説明Eureka クライアントは短期接続を使用するため、[接続モニタリング] タブのメトリックは収集できません。
-
[JVM モニタリング] タブをクリックすると、[Young GC 時間]、[Young GC] [回数]、[Full GC 時間]、[Full GC 回数]、[ヒープメモリ使用量] などの Java Virtual Machine (JVM) メトリックを確認できます。GC はガベージコレクションを表します。
-
[リソースモニタリング] タブをクリックすると、受信トラフィック、送信トラフィック、[メモリ使用量]、[CPU 使用率]、[ノード数]、システムロード などのリソースメトリックを確認できます。
-
[TopN モニタリング] タブをクリックすると、次の情報を確認できます。
-
[サービス TopN ダッシュボード] セクションでは、[上位 N サービスプロバイダー]、[上位 N サービスサブスクライバー]、[上位 N IP プッシュ失敗] を確認できます。
-
[構成 TopN ダッシュボード] セクションでは、[上位 N 構成変更] と [上位 N 構成リスナー] を確認できます。
-
-
-
(オプション) より高度なオブザーバビリティ機能を利用するには、右上隅の [Grafana Expert Edition にインポート] をクリックしてください。これにより、Grafana コンソールにリダイレクトされ、強力なマルチテナントダッシュボード機能を利用できます。
-
(オプション) エンジンモニタリングページを埋め込むには、右上隅の [<モニタリング名> を新しいウィンドウで開く] をクリックして、その直接 URL を取得します。

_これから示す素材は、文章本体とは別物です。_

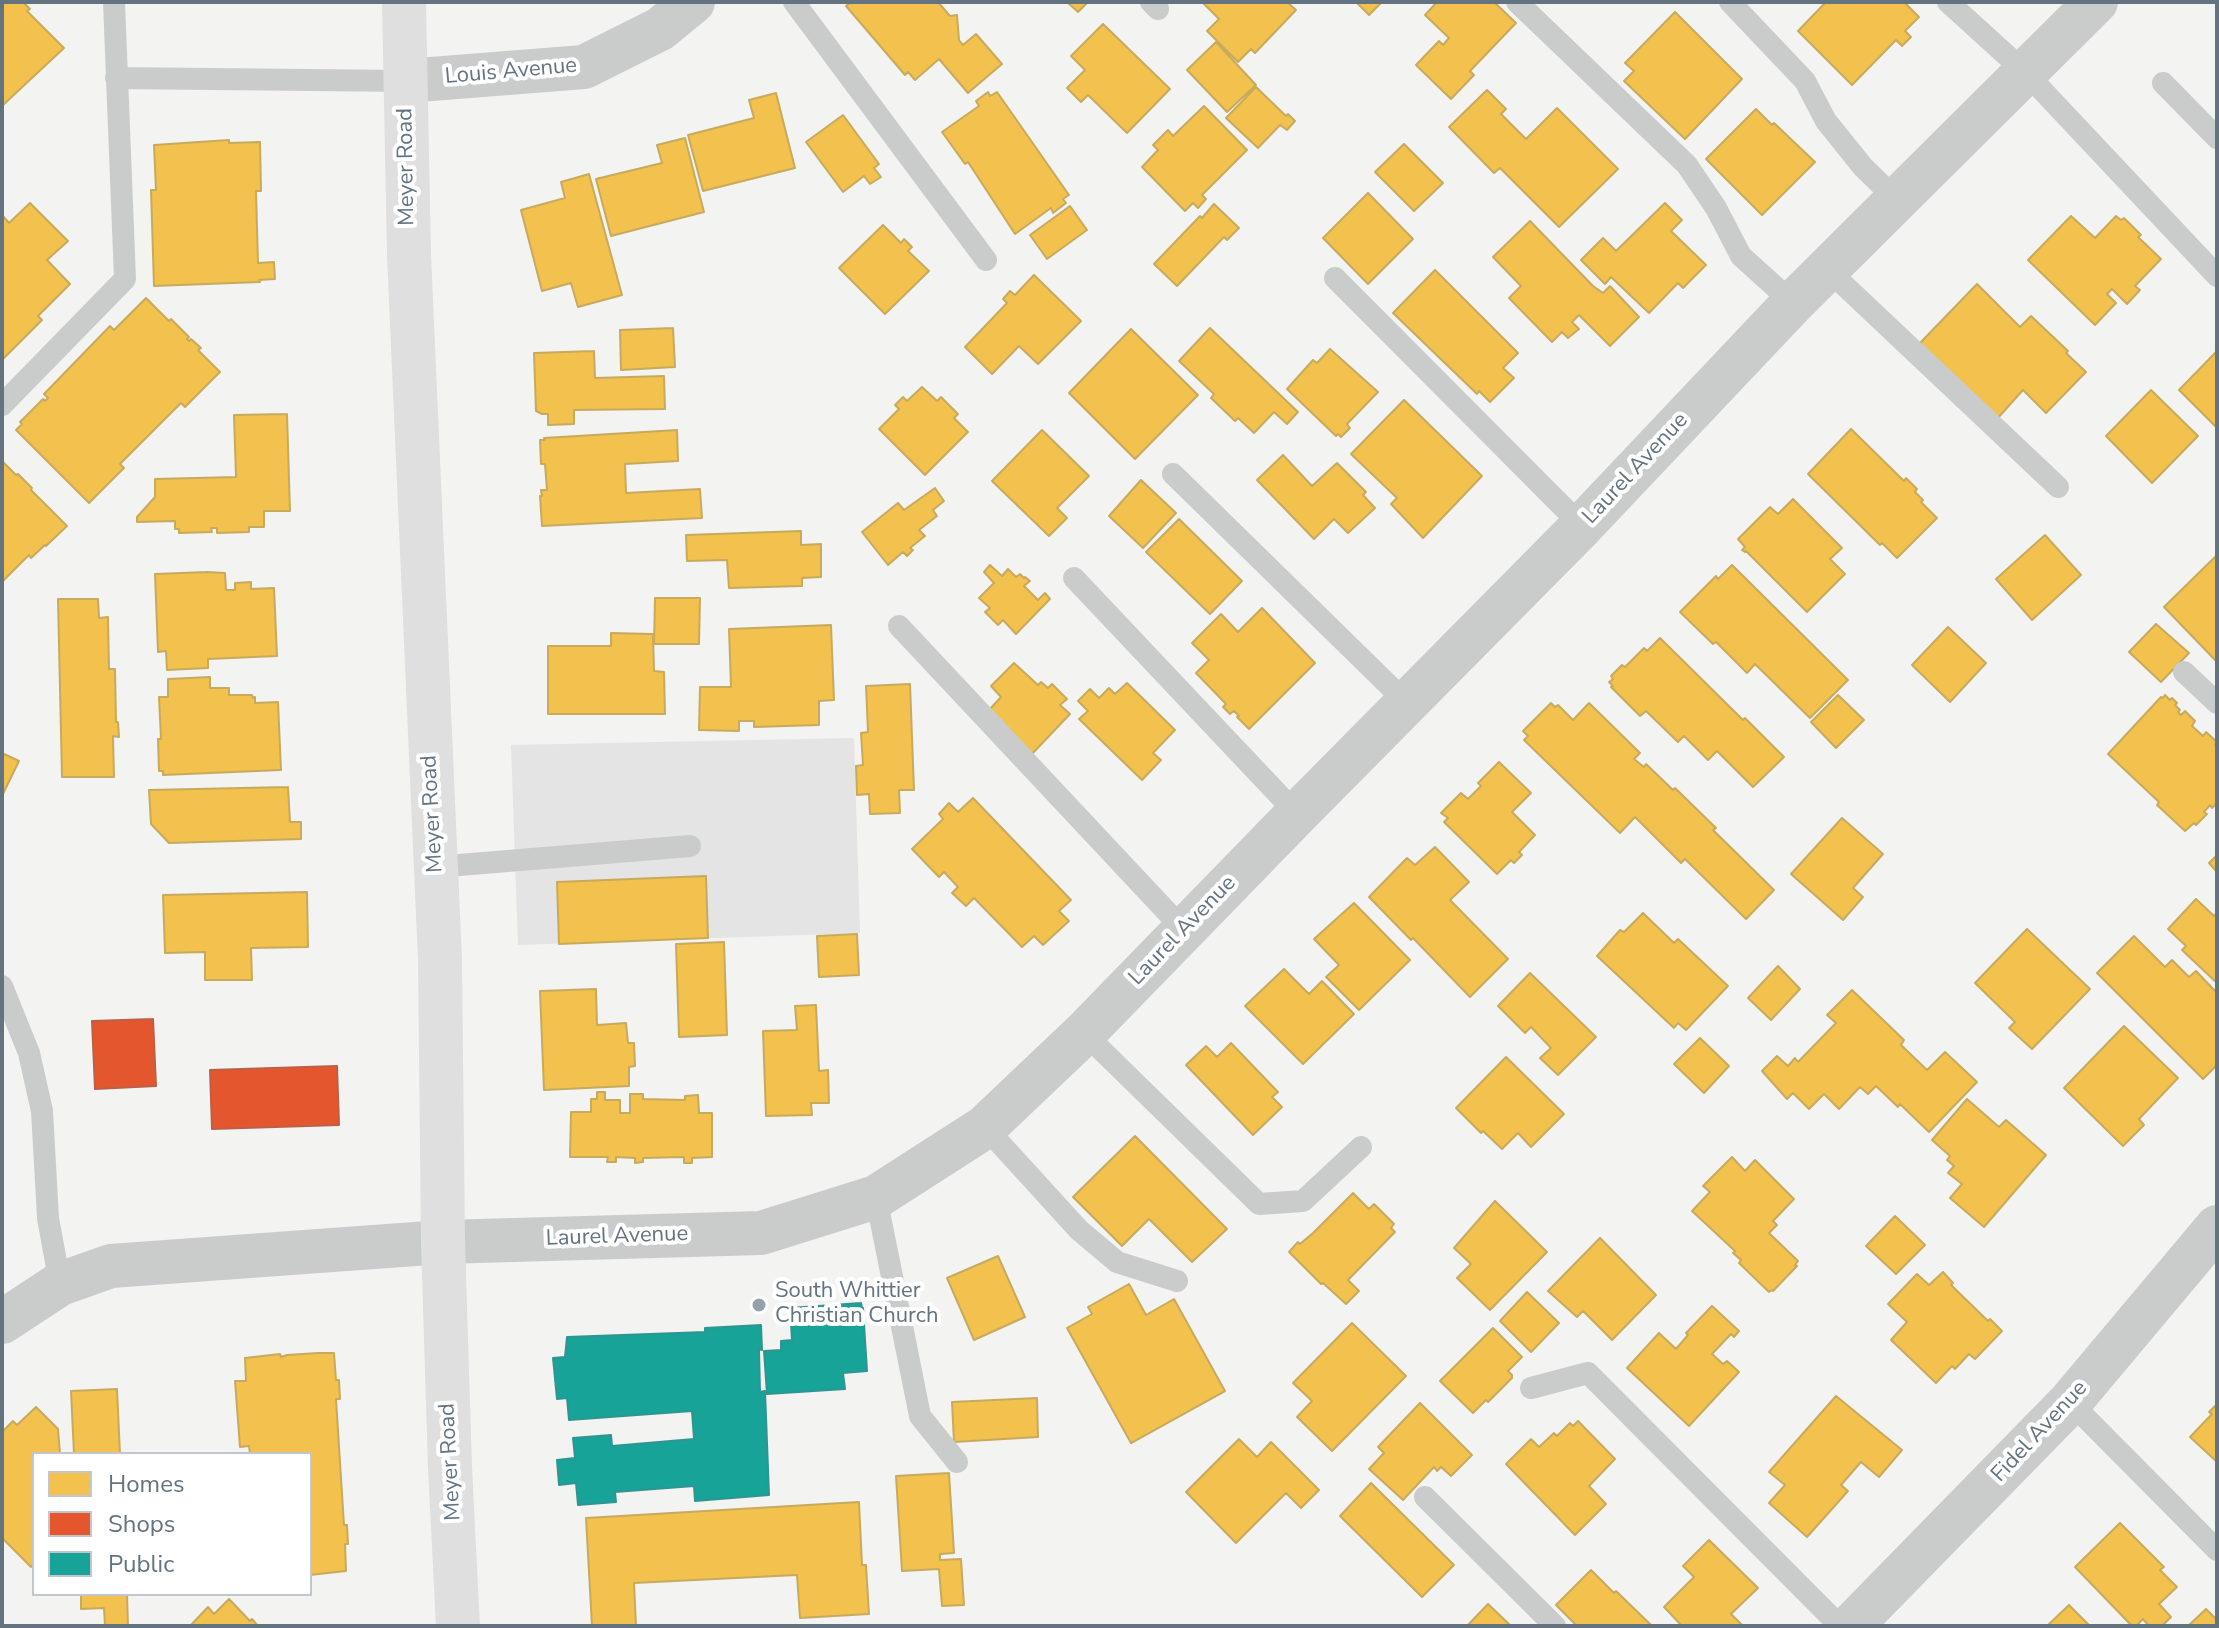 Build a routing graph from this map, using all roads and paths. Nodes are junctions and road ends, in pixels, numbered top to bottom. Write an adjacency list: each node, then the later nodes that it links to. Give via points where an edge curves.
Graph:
1 (114, 2): 10 (lane)
2 (404, 2): 11 (main road, Meyer Road)
3 (693, 2): 11 (street, Louis Avenue, via 660,29 584,67)
4 (794, 2): 15 (lane)
5 (1517, 2): 19 (lane, via 1687,165 1741,256)
6 (1730, 2): 14 (lane, via 1805,81 1826,121)
7 (1948, 2): 9 (lane)
8 (2096, 2): 9 (street, Laurel Avenue)
9 (2025, 72): 14 (street, Laurel Avenue); 17 (lane)
10 (116, 78): 11 (lane); 20 (lane, via 125,279)
11 (406, 81): 31 (main road, Meyer Road)
12 (2163, 83): 13 (lane)
13 (2217, 138)
14 (1897, 200): 16 (street, Laurel Avenue)
15 (986, 260)
16 (1827, 269): 19 (street, Laurel Avenue); 22 (lane)
17 (2217, 276)
18 (1335, 278): 23 (lane)
19 (1793, 303): 23 (street, Laurel Avenue)
20 (2, 405)
21 (1173, 474): 27 (lane)
22 (2058, 487)
23 (1582, 526): 27 (street, Laurel Avenue)
24 (1074, 578): 29 (lane)
25 (899, 626): 32 (lane)
26 (2184, 672): 28 (lane)
27 (1407, 703): 29 (street, Laurel Avenue)
28 (2217, 703)
29 (1297, 814): 32 (street, Laurel Avenue)
30 (690, 846): 31 (lane)
31 (435, 867): 38 (main road, Meyer Road)
32 (1184, 930): 34 (street, Laurel Avenue)
33 (2, 986): 41 (lane, via 29,1053 42,1111 48,1218)
34 (1084, 1033): 35 (street, Laurel Avenue); 36 (lane, via 1259,1204 1303,1201)
35 (985, 1127): 37 (street, Laurel Avenue); 40 (lane, via 1079,1230 1117,1262)
36 (1361, 1147)
37 (876, 1197): 38 (street, Laurel Avenue, via 761,1233); 45 (lane, via 920,1416)
38 (443, 1242): 41 (street, Laurel Avenue, via 111,1266); 49 (main road, Meyer Road)
39 (2206, 1247): 44 (street, Fidel Avenue)
40 (1177, 1281)
41 (60, 1284): 42 (street, Laurel Avenue)
42 (2, 1322)
43 (1531, 1388): 48 (lane, via 1588,1373)
44 (2070, 1402): 47 (lane); 48 (street, Fidel Avenue)
45 (957, 1462)
46 (1425, 1497): 50 (lane)
47 (2217, 1550)
48 (1862, 1621)
49 (458, 1626)
50 (1555, 1626)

<モニタリング名>は、現在のモニターの名前を表します。たとえば、[レジストリモニタリング] タブで、右上隅の [レジストリモニタリングを新しいウィンドウで開く] をクリックすると、レジストリモニタリングページが新しいブラウザタブで開きます。
旧ダッシュボード
Grafana モニタリングダッシュボードを有効にしていない場合は、旧ダッシュボードを引き続き使用できます。ただし、より豊富なメトリックセットにアクセスするために、新しい Grafana ダッシュボードへのアップグレードを推奨します。手順については、「Grafana モニタリングダッシュボードの有効化」をご参照ください。
-
MSE コンソールにログインし、上部メニューでリージョンを選択します。
-
ナビゲーションペインで、マイクロサービスの登録 > インスタンス を選択します。
-
インスタンス ページで、対象のインスタンスの名前をクリックします。
-
ナビゲーションペインで、[可観測分析] をクリックします。
-
[可観測分析] ページで、Monitor タブをクリックすると、[サービス数]、[サービスプロバイダー数]、[サービス書き込み API の平均応答時間 (ms)] などのメトリックを確認できます。
説明-
デフォルトでは、ダッシュボードには過去 30 分間のデータが表示されます。[過去 30 分間]、[過去 1 時間]、[過去 6 時間]、[過去 24 時間] などの時間範囲を選択するか、カスタム時間範囲を指定できます。
-
エンジン内の 3 つのノードのモニタリングデータは、異なる色で表示されます。グラフの下にあるノード名をクリックして、そのデータを表示または非表示にできます。グラフには少なくとも 1 つのノードが表示されている必要があります。
-
グラフ上のデータポイントにカーソルを合わせると、その特定の時点における 3 つのノードすべてのデータが分単位の粒度で表示されます。
-
右上隅の
[更新] アイコンをクリックすると、モニタリングデータが更新されます。
-
よくある質問
Q:モニタリングセンターに表示される Redis RT が異常に高い (例: 3.759 秒) のですが、この値は正確ですか?
ほとんどの場合、モニタリングダッシュボードで異常に高い Redis RT 値が表示されるのは、実際の Redis 応答時間ではなく、サンプリング方法によって生じる表示上のアーティファクトです。実際の Redis 応答時間を確認するには、インスタンスのリクエストログを確認してください。Redis RT の信頼できる参照元として、リクエストログに記録された応答時間を使用してください。
Q:モニタリングデータにノードの再起動またはフェイルオーバーイベントが表示されますが、ビジネストラフィックには影響がありません。原因は何ですか?
MSE インスタンスで基盤の異常が発生した場合、システムは単一ノードのフェイルオーバー、再起動、または移行操作をトリガーすることがあります。これらのイベントは、モニタリングデータに異常インジケーターまたはアラートとして反映されます。MSE Nacos エンジンはデフォルトでマルチノードクラスターデプロイ (デフォルトで 3 ノード) を使用するため、単一ノードのフェイルオーバーは通常の高可用性メカニズムの一部であり、通常、全体的なビジネスの可用性には影響しません。